Images : Jean-Marc GODÈS.
Reconduction de projets délibérément chimériques.
— Et si vous aviez un livre à emmener sur une île déserte ?
Toujours cette question mémorablement insipide aux réponses fatalement de même eau.
Si c'est pour quinze jours, le livre en cours. Si c'est pour toujours, n'importe lequel à partir de quoi n'importe quoi puisque où nulle part à la fois partout, étant pour toujours, le seul écho d'une phrase suffisant désormais à tout reste possible, à toutes les cogitérations, à tous les recommensongements à force d'en relire pour y reluire sans cesse de tous les livres manquants qui ont marqué, et d'autant plus l'inverse.
Un même livre ne sera pas le même pour quinze jours que pour toujours.

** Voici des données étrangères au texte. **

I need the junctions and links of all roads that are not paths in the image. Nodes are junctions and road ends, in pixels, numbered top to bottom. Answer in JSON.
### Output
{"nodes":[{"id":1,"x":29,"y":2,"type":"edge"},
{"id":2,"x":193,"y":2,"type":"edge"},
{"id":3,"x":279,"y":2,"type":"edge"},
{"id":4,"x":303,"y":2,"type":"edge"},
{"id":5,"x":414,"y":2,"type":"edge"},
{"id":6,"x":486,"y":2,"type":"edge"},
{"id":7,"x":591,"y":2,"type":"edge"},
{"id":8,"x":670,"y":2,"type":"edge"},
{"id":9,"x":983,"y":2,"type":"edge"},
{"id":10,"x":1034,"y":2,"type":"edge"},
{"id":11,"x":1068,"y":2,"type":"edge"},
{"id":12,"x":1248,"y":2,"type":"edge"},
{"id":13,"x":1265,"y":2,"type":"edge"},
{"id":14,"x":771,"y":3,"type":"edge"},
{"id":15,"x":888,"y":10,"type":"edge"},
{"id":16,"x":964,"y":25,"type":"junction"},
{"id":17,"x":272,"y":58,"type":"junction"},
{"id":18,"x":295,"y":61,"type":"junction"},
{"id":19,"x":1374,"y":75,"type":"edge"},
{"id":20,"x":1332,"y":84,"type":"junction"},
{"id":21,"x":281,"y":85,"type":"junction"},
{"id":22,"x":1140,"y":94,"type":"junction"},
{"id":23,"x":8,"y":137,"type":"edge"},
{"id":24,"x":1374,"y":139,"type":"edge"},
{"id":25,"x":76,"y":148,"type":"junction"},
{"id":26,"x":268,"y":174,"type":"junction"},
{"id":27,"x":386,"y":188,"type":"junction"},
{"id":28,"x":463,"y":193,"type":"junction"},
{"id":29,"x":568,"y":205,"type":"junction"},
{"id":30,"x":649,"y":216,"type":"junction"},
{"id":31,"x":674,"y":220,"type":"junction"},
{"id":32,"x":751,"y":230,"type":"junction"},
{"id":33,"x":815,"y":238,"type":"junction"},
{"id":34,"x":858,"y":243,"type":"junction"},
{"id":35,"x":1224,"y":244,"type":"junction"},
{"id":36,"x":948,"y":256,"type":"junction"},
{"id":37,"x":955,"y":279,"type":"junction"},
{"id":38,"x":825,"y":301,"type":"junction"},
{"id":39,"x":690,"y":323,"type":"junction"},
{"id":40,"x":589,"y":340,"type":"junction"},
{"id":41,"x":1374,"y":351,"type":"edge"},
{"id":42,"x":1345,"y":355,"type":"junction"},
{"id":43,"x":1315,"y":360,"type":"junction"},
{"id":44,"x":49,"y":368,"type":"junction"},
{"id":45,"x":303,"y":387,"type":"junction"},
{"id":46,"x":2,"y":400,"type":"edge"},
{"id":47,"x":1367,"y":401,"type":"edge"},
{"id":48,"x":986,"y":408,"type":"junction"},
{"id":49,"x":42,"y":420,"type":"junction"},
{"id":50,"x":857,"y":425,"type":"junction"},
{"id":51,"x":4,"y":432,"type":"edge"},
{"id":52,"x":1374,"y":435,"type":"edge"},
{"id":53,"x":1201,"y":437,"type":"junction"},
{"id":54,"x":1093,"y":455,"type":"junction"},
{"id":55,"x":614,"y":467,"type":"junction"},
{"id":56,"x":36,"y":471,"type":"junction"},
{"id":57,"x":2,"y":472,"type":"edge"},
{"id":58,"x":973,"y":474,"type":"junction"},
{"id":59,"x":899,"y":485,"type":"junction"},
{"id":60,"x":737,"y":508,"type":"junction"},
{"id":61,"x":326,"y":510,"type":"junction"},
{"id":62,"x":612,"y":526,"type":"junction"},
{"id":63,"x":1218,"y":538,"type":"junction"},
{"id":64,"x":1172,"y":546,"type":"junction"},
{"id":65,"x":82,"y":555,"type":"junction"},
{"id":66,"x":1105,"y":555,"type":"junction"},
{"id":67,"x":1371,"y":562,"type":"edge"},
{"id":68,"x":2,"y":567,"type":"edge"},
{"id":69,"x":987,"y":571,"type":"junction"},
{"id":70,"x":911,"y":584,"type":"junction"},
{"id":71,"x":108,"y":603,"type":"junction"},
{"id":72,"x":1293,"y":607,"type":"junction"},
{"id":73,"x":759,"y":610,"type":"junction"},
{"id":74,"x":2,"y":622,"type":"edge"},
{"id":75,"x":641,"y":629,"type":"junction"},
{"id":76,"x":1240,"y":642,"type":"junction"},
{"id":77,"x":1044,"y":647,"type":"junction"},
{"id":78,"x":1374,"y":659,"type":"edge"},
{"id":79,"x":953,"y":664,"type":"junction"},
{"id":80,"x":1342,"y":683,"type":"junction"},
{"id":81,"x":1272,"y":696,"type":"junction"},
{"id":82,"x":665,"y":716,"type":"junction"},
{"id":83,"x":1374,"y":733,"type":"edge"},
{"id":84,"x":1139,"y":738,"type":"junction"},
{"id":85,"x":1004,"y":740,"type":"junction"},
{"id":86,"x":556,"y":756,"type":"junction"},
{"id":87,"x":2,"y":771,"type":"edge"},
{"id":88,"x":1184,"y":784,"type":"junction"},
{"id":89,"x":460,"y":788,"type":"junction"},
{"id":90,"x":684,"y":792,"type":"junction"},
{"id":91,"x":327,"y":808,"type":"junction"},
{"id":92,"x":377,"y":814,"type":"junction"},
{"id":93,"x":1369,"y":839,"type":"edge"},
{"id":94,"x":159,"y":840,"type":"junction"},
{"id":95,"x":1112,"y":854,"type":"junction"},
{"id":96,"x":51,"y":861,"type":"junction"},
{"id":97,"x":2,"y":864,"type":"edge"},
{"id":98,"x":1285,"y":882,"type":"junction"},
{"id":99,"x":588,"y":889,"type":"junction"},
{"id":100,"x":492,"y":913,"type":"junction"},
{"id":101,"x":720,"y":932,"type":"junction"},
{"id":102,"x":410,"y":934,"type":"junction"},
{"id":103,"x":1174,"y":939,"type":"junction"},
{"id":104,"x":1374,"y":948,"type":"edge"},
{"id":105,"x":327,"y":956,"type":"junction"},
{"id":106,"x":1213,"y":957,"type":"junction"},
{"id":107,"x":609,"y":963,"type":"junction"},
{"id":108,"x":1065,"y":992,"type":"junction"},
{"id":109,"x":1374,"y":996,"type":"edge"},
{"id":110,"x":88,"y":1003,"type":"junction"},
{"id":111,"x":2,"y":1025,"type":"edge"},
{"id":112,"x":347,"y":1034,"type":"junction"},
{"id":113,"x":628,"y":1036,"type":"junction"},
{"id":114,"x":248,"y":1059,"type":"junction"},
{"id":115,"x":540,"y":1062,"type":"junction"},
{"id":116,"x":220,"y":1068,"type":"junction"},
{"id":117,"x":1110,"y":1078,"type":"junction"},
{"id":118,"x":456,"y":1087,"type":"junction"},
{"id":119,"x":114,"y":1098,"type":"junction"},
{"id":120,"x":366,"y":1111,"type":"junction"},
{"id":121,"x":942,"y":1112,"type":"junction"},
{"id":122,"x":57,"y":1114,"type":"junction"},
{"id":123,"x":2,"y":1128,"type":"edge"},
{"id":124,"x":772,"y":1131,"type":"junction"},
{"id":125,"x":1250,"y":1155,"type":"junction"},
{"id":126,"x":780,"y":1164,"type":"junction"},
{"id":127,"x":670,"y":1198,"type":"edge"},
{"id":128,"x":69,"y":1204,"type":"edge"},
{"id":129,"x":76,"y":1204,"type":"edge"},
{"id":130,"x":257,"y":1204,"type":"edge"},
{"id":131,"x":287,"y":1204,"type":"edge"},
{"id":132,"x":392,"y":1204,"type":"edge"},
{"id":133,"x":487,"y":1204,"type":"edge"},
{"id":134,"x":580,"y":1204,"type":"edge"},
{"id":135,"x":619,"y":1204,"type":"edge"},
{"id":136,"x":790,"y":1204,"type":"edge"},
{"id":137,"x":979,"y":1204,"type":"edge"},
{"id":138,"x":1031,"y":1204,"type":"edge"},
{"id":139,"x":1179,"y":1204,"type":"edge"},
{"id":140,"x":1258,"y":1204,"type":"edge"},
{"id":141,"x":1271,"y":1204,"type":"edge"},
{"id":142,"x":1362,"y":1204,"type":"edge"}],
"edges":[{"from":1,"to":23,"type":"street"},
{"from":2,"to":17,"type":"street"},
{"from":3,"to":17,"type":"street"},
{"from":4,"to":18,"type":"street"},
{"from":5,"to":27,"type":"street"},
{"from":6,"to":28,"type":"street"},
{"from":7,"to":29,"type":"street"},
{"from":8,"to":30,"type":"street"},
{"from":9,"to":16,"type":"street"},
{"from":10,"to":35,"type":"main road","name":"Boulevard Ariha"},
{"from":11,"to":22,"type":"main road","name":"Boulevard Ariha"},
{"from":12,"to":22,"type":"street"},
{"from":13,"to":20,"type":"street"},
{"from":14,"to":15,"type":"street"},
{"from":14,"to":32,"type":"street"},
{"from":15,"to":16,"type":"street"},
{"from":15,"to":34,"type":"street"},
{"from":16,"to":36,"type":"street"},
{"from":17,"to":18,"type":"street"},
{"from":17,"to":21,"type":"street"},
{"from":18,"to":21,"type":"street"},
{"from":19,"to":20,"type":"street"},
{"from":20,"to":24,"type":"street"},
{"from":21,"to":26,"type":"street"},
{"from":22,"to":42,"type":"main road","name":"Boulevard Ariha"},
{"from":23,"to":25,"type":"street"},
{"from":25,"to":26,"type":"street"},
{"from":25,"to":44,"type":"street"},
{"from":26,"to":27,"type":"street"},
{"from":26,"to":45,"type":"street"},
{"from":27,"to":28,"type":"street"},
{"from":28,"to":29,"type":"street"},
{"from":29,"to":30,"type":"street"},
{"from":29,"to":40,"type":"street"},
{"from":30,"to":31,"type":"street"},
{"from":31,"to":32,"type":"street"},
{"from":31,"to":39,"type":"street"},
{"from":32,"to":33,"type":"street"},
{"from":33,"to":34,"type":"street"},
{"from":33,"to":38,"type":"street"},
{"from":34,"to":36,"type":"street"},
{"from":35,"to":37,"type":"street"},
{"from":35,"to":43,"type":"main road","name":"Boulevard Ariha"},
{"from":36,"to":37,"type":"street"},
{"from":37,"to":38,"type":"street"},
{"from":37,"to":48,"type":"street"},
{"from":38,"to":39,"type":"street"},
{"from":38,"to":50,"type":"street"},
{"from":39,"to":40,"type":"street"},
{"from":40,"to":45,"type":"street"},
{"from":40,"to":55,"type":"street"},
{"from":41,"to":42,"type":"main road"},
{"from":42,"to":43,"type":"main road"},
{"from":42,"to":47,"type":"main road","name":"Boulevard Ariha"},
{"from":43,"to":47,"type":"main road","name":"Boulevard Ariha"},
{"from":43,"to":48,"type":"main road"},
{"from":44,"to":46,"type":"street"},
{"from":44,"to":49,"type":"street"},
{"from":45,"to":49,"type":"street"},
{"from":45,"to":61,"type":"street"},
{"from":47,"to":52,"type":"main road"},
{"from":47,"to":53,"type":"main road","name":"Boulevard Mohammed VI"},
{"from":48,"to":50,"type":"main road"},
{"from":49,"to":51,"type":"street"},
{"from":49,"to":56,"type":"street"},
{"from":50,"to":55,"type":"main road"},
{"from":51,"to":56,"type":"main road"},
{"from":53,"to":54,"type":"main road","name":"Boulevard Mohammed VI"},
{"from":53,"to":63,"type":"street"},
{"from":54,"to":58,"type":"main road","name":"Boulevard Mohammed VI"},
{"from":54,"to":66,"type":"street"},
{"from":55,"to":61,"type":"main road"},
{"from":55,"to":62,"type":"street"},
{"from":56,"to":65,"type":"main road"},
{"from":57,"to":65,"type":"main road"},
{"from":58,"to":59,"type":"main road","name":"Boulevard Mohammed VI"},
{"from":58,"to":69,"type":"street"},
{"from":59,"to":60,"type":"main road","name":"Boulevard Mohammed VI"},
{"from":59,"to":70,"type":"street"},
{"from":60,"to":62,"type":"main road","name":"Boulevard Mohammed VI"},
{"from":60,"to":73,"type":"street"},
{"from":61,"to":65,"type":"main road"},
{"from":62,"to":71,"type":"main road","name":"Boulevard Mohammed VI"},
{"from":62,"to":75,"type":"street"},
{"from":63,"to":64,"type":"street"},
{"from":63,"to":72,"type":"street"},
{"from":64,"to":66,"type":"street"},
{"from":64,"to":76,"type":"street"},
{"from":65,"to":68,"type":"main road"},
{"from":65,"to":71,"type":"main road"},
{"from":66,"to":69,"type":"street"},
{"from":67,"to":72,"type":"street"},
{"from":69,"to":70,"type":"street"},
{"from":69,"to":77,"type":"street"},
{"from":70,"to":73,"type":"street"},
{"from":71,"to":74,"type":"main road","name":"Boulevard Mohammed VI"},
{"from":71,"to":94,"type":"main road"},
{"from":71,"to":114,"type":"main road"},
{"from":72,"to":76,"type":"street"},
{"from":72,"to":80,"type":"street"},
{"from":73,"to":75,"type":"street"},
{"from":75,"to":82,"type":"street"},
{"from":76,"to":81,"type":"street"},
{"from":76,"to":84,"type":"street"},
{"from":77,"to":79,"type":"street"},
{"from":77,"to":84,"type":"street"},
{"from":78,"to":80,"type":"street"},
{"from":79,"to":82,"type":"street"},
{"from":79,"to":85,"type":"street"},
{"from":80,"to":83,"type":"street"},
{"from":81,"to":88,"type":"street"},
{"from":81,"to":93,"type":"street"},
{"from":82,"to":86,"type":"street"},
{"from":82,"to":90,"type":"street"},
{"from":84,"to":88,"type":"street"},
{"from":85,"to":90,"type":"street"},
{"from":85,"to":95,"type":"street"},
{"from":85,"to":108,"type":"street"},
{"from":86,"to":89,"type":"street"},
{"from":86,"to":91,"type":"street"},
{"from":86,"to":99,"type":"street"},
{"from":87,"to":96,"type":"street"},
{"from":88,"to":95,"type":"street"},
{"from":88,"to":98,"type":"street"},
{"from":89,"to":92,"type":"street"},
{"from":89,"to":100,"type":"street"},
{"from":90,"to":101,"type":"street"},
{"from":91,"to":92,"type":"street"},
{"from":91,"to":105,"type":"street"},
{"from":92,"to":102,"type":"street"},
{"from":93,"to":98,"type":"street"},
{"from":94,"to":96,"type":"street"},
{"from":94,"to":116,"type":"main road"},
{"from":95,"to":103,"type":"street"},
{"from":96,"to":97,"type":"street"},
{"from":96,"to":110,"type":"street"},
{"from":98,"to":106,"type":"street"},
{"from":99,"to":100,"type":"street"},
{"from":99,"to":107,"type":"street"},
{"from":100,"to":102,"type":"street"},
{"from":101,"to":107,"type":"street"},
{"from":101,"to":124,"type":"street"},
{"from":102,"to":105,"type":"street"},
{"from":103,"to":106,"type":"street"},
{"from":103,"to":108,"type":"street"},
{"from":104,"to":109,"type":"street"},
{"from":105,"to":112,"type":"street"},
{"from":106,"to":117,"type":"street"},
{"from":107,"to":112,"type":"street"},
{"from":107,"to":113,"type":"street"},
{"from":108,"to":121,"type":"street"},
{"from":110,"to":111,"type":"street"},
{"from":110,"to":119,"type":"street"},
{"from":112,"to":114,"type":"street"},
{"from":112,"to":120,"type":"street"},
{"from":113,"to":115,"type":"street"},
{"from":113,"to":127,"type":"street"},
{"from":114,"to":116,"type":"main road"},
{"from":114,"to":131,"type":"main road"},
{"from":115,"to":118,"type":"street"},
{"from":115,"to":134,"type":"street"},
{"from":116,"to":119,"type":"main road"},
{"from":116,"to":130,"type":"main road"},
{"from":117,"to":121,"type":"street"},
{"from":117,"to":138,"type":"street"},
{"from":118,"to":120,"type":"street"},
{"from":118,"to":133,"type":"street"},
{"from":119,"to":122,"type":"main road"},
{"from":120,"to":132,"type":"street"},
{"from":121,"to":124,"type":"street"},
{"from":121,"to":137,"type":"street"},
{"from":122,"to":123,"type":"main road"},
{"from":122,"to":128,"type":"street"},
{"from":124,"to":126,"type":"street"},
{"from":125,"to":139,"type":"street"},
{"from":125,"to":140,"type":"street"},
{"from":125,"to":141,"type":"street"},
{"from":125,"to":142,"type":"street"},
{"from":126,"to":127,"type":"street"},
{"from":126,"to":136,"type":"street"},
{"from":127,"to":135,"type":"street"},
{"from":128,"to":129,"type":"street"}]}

Le livre pour quinze jours n'est jamais que le livre d'un jour, quand bien même durable d'airain. Le livre pour toujours ne procède plus que de son propre inachèvement : refermé dans un coin, il continue d’œuvrer de tout ce qu'il y a d'enfoui au profond de ses phrases : travaille continuellement : est sans cesse biblu, même dans le sommeil : amène en permanence à l'extension de lui-même avec toute la démesure d'un enfantillage salvateur infiniment perpétré.